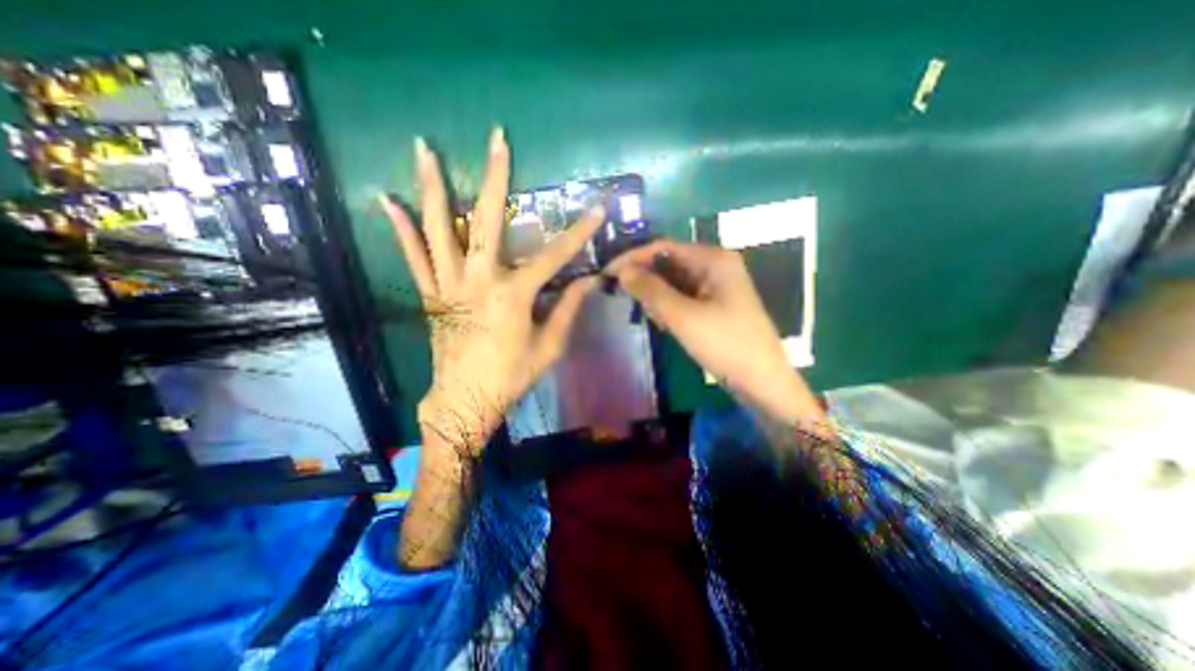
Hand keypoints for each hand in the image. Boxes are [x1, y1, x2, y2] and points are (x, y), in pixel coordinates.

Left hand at [379, 129, 607, 455]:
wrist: (465, 399)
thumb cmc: (511, 376)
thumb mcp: (549, 347)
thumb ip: (568, 310)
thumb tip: (589, 281)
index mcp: (514, 296)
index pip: (554, 256)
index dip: (578, 233)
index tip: (596, 209)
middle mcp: (479, 281)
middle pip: (486, 221)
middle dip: (495, 179)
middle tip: (497, 141)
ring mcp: (449, 285)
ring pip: (438, 229)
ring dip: (433, 187)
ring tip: (424, 148)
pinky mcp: (431, 295)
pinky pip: (414, 257)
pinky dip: (401, 229)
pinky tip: (388, 200)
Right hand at [611, 241, 828, 430]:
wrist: (762, 381)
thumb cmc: (725, 344)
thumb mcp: (683, 316)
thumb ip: (651, 290)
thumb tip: (623, 271)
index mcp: (713, 259)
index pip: (663, 247)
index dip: (634, 258)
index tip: (608, 273)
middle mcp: (715, 265)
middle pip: (668, 263)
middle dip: (648, 282)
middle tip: (631, 303)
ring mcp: (716, 285)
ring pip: (674, 282)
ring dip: (659, 298)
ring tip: (657, 320)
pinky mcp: (714, 304)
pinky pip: (683, 297)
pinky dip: (670, 308)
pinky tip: (667, 325)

==*==

**Task instructions**
The line with "Right hand at" marks where to start. Transcribe from there through the final line of the records, exactly and with nothing added.

**Problem solution**
Right hand at [611, 241, 828, 430]:
wrist: (762, 381)
thumb cmc: (725, 344)
thumb mcp: (683, 316)
thumb ip: (651, 290)
thumb tip: (623, 271)
index mcp: (713, 259)
index pip: (663, 247)
index dip: (634, 258)
index tip: (608, 273)
middle mcp: (715, 265)
middle pip: (668, 263)
middle dip: (648, 282)
middle tip: (631, 303)
ring mcp: (716, 285)
ring pip: (674, 282)
ring dip: (659, 298)
ring tip: (657, 320)
pinky mcp: (714, 304)
pinky pip: (683, 297)
pinky dip: (670, 308)
pinky tip: (667, 325)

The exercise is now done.